▸ Materials provided

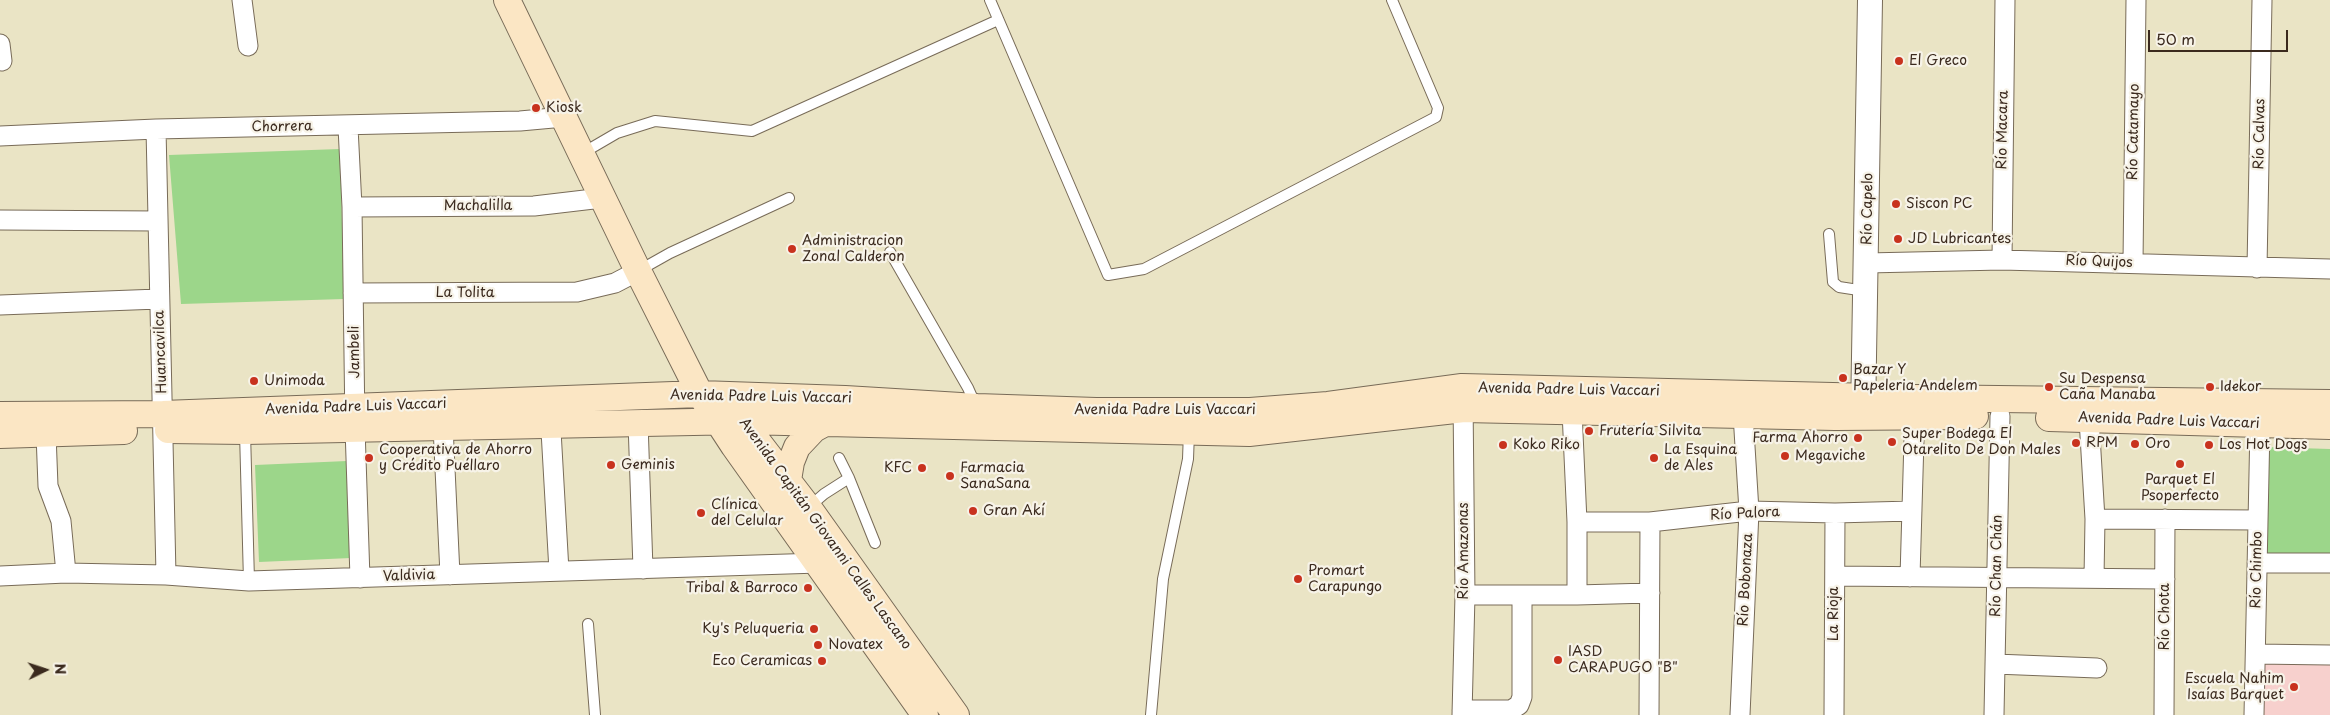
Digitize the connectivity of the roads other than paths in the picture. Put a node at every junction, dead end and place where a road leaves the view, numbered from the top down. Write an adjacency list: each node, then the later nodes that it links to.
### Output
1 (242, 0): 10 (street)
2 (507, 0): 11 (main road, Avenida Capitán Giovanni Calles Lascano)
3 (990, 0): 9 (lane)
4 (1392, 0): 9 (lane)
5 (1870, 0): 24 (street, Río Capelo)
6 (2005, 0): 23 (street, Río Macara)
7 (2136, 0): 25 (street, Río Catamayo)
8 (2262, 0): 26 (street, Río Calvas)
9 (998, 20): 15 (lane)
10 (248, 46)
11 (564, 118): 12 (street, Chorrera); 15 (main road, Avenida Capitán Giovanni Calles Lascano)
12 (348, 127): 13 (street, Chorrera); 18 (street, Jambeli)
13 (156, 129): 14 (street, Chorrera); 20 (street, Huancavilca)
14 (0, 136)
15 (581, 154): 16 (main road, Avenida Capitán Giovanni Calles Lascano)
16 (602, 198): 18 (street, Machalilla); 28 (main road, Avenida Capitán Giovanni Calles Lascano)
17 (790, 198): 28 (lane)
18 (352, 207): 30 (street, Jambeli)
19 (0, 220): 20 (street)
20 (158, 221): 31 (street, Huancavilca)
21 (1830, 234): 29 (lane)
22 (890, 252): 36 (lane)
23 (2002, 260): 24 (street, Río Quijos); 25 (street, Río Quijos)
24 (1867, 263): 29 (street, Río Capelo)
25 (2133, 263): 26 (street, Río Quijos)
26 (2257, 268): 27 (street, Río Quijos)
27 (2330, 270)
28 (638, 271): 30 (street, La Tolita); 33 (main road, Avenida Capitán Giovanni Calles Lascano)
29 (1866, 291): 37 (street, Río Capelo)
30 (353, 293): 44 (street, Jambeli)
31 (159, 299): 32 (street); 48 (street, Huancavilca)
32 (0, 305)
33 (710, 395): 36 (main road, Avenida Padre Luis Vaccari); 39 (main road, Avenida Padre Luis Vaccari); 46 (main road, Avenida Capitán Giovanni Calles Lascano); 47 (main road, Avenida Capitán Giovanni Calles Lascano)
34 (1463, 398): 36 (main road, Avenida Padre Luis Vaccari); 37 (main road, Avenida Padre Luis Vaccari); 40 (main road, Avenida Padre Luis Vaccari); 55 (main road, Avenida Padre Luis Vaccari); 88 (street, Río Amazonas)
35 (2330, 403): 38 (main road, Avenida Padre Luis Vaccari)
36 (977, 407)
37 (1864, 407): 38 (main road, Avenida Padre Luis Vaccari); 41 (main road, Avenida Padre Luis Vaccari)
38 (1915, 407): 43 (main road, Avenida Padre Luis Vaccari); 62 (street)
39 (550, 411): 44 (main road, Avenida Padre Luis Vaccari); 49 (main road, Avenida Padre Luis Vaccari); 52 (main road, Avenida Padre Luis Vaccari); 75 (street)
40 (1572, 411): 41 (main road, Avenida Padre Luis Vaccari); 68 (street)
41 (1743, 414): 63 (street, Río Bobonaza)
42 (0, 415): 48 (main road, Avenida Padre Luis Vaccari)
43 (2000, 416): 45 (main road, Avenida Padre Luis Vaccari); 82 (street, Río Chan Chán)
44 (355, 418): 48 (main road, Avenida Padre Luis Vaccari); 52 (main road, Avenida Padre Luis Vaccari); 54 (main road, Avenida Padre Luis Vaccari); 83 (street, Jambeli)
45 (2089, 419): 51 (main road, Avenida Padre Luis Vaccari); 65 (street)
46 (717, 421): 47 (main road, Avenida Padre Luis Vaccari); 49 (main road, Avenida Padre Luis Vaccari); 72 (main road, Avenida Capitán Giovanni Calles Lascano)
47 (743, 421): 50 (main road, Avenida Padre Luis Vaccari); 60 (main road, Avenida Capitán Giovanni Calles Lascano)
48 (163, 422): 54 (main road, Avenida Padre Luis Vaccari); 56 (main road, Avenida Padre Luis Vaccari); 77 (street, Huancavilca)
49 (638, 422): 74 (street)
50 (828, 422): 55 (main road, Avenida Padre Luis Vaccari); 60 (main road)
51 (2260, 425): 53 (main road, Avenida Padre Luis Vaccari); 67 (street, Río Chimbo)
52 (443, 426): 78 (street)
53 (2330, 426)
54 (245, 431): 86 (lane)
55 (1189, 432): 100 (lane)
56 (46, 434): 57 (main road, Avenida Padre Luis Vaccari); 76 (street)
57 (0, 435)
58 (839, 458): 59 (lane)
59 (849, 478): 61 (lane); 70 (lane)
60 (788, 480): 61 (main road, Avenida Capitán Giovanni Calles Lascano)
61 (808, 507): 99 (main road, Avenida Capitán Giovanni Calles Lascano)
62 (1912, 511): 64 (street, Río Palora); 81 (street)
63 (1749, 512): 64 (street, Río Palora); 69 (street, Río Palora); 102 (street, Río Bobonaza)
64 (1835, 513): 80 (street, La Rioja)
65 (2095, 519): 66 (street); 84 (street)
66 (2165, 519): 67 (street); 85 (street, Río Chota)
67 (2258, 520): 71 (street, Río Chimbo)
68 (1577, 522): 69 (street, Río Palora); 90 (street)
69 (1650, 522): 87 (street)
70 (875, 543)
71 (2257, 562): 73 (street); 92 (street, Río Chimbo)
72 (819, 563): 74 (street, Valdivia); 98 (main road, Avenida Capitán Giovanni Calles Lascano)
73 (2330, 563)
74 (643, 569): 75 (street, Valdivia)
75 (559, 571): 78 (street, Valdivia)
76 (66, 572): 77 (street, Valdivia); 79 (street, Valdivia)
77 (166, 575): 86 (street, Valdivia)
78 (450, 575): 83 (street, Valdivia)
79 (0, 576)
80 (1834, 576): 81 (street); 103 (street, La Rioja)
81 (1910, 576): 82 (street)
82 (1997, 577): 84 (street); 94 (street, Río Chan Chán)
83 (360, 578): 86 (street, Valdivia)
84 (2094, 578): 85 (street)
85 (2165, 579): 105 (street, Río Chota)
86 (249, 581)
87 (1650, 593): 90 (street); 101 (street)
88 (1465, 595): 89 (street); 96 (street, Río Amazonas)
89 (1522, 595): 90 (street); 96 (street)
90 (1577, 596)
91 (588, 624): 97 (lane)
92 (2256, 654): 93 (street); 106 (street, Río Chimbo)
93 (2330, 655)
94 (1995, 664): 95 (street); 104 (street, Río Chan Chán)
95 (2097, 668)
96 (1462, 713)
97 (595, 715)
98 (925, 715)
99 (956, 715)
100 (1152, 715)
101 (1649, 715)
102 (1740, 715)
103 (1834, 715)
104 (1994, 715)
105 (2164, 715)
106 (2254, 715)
---
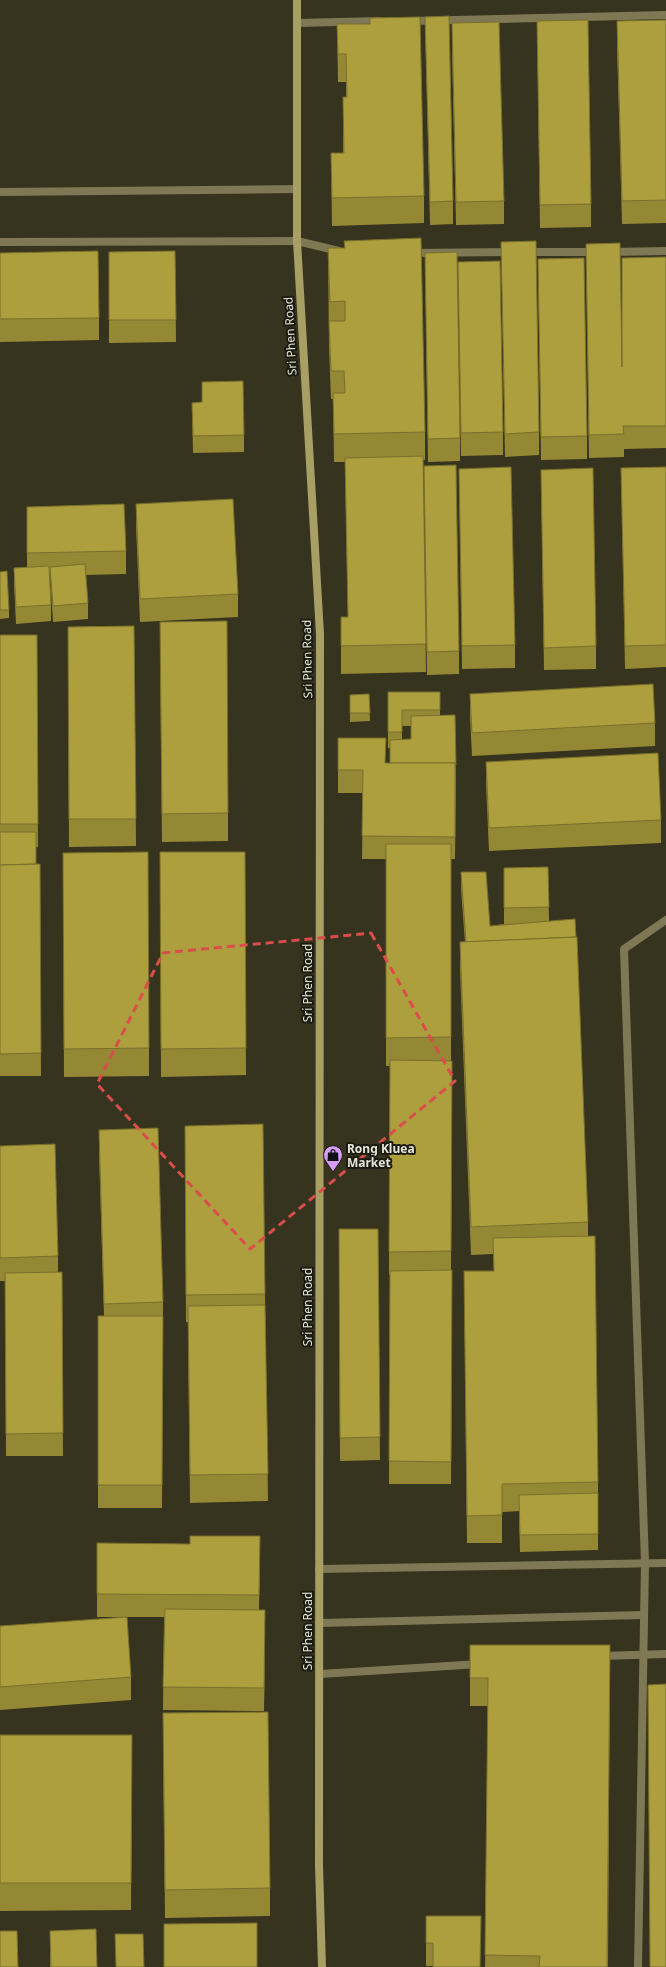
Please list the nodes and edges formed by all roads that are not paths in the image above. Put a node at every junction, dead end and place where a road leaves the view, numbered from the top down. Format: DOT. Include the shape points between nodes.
--
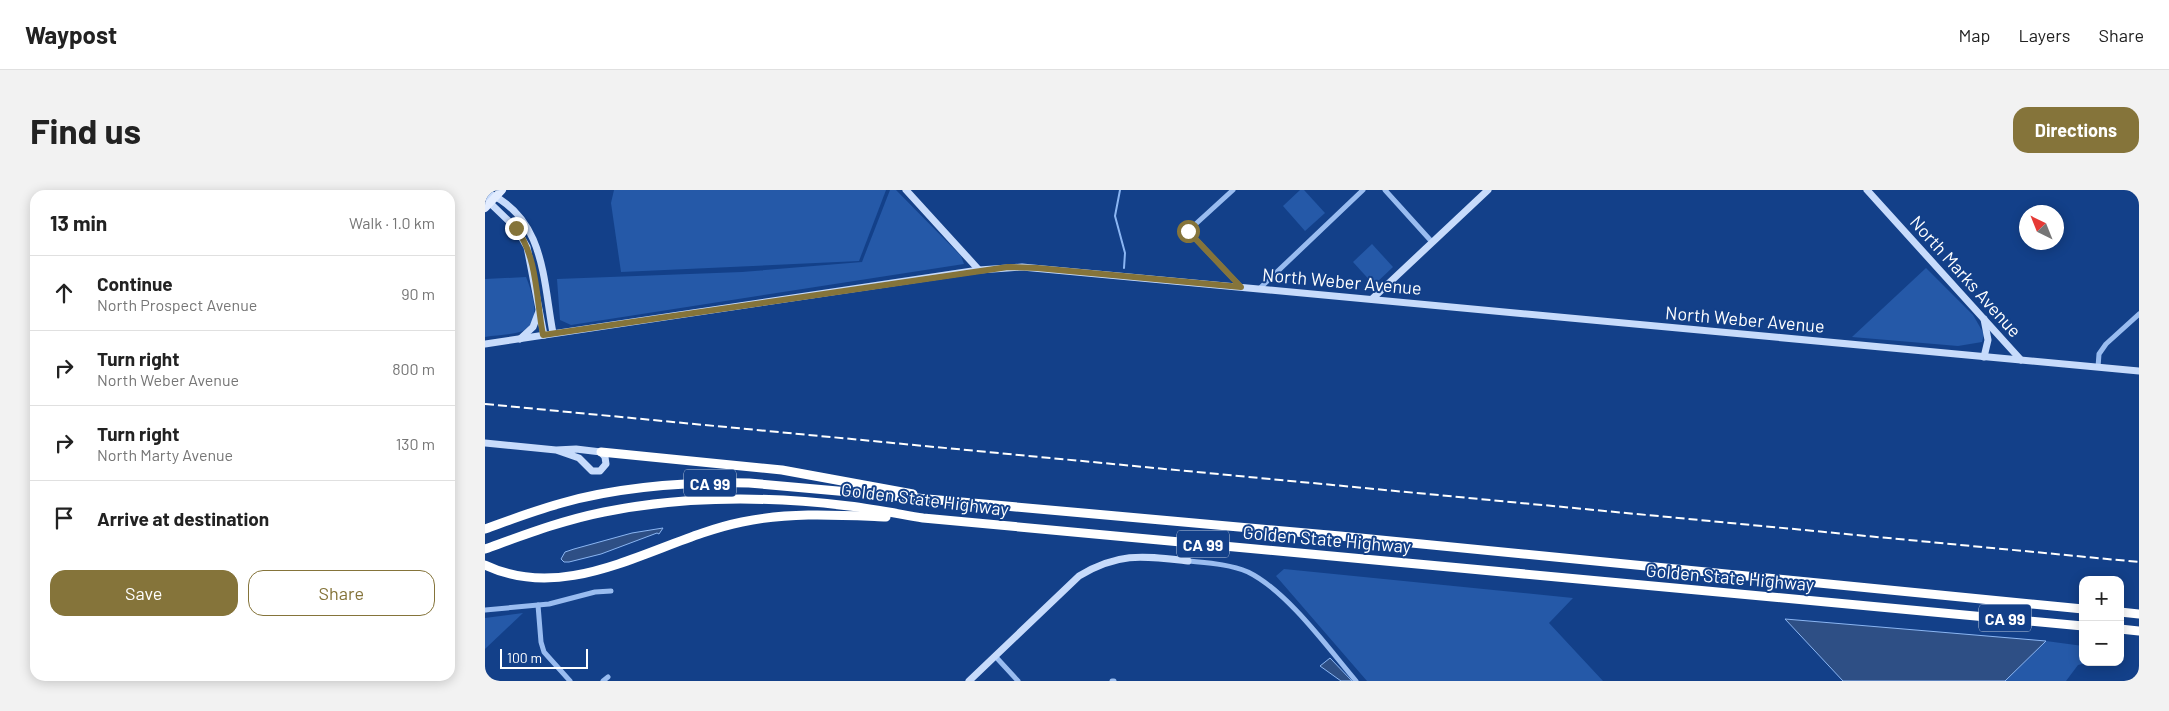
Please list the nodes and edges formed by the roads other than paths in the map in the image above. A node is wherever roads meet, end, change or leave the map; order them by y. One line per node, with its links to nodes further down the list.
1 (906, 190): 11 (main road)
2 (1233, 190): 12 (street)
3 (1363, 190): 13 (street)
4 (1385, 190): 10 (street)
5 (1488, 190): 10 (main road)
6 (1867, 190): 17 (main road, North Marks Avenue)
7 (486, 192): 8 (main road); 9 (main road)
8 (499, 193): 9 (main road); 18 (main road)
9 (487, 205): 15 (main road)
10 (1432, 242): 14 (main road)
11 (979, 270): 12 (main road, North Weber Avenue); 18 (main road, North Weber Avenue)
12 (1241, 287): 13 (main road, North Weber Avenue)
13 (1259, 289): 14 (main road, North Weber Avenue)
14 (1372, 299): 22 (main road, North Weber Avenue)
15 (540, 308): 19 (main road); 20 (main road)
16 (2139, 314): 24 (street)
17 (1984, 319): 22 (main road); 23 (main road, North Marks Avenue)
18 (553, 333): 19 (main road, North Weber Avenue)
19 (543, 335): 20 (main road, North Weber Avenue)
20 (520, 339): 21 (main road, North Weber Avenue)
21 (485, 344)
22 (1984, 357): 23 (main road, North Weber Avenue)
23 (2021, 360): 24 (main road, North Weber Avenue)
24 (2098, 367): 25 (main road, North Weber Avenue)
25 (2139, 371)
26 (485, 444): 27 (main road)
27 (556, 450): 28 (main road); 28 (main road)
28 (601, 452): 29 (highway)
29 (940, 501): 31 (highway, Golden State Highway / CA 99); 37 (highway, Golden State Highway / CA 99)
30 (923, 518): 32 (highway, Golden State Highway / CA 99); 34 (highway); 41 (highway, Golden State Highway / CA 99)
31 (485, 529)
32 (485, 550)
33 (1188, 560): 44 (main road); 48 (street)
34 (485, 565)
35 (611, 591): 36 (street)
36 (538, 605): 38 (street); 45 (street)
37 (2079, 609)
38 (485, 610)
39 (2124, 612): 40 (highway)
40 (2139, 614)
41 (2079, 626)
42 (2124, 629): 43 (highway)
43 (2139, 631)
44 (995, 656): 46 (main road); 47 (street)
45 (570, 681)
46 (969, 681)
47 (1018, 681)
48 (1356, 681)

▸ Work instructions
Could you filter the entries above for lines holding the string "from" and copy them?

▸ Result
Digitize the connectivity of the roads other than paths in the picture. Put a node at every junction, dead end and place where a road leaves the view, numbered from the top down. Write an adjacency list: each node, then the later nodes that it links to.
Please list the nodes and edges formed by all roads that are not paths in the image above. Put a node at every junction, dead end and place where a road leaves the view, numbered from the top down. Format: DOT. Include the shape points between nodes.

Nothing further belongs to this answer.